THE PROBLEM: Search the material for "roads" and copy each line in which it is found.

*** Opening of DATA EXTRACT ***

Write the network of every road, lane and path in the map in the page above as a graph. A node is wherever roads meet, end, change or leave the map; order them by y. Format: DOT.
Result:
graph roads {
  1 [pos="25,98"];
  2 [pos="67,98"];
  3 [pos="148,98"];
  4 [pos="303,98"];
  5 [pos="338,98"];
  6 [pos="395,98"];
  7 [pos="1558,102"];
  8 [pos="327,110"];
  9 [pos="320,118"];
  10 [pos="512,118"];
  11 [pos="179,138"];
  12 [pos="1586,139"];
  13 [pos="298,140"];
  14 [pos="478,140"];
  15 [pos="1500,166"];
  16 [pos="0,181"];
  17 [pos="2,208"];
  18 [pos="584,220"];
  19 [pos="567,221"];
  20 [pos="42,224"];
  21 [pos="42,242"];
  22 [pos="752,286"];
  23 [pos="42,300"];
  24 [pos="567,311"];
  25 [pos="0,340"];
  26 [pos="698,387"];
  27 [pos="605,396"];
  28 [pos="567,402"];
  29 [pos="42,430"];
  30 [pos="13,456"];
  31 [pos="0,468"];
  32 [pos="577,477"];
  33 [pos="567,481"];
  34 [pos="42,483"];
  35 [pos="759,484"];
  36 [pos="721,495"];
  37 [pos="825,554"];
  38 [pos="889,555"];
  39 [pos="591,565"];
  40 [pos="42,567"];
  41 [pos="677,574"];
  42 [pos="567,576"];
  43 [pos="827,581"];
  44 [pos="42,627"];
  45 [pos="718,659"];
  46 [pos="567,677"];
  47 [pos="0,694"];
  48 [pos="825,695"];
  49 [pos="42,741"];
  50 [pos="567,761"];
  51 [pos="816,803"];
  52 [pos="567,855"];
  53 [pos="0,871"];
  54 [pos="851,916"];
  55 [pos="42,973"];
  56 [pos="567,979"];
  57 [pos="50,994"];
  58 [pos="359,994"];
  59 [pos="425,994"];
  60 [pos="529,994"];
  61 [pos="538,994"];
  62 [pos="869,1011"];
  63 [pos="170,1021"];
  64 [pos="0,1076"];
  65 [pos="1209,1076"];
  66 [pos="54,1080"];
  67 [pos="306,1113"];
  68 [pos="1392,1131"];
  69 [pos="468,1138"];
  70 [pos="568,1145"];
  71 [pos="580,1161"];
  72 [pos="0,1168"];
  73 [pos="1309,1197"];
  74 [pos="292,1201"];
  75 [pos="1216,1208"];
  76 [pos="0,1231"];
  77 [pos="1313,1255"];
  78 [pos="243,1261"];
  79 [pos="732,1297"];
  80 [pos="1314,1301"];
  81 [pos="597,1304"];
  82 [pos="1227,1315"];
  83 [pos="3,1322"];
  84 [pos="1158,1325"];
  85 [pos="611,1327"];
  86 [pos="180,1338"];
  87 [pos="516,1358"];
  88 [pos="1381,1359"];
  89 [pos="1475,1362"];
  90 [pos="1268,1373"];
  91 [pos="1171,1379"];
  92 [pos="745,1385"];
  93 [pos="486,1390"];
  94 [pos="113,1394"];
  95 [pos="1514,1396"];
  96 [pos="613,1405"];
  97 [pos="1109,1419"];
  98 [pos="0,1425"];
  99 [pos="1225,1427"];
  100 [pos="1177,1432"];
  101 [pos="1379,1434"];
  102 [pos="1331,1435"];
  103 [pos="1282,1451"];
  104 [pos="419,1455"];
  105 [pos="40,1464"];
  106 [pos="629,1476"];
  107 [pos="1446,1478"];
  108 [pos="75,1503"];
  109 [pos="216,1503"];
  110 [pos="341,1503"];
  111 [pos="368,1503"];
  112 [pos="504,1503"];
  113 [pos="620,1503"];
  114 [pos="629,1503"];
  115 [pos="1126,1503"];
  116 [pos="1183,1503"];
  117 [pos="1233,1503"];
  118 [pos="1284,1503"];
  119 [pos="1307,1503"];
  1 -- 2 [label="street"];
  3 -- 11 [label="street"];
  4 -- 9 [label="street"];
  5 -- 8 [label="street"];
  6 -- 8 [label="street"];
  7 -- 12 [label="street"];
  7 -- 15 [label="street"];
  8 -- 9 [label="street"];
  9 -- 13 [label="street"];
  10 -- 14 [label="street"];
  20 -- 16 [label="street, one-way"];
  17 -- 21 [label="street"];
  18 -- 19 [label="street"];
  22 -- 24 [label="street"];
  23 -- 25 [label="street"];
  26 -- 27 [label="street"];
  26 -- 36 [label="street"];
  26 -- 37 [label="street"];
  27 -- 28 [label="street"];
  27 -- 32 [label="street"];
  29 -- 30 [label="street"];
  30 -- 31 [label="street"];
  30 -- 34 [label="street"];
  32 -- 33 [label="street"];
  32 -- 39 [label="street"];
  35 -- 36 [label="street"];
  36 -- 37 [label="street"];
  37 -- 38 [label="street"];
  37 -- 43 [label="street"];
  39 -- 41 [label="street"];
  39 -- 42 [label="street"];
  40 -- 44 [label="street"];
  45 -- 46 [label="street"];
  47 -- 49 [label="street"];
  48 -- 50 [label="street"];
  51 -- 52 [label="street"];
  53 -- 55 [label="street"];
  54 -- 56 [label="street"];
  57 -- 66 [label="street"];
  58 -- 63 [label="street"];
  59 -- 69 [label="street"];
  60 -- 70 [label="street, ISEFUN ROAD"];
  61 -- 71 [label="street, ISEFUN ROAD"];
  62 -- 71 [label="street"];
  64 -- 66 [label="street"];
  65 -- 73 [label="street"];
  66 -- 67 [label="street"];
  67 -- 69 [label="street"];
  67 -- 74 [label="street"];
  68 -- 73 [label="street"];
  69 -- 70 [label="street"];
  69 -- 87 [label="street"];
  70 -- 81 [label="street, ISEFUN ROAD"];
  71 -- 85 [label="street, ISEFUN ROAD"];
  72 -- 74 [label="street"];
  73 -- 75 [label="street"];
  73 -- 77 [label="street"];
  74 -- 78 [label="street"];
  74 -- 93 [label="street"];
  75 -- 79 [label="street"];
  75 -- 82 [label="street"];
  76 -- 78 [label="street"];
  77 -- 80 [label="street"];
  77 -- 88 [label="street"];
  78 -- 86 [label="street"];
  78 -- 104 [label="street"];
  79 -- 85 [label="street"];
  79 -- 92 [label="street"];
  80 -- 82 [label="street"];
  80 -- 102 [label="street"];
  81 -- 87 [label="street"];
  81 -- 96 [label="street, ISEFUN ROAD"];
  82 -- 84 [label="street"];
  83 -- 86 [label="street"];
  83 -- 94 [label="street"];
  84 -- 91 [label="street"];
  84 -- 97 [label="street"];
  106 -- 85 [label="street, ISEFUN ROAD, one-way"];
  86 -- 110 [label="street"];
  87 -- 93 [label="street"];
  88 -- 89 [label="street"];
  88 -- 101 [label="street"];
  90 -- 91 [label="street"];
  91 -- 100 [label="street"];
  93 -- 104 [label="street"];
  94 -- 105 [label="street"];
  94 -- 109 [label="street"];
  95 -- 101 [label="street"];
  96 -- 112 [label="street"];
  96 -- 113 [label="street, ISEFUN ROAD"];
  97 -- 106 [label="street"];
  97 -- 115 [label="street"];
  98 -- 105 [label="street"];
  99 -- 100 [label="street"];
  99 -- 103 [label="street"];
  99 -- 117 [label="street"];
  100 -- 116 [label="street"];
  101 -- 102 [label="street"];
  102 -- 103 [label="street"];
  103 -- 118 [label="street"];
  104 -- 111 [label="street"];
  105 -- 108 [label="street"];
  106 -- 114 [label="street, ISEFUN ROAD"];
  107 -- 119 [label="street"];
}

*** Close of DATA EXTRACT ***

ANSWER BOX:
Write the network of every road, lane and path in the map in the page above as a graph. A node is wherever roads meet, end, change or leave the map; order them by y. Format: DOT.
graph roads {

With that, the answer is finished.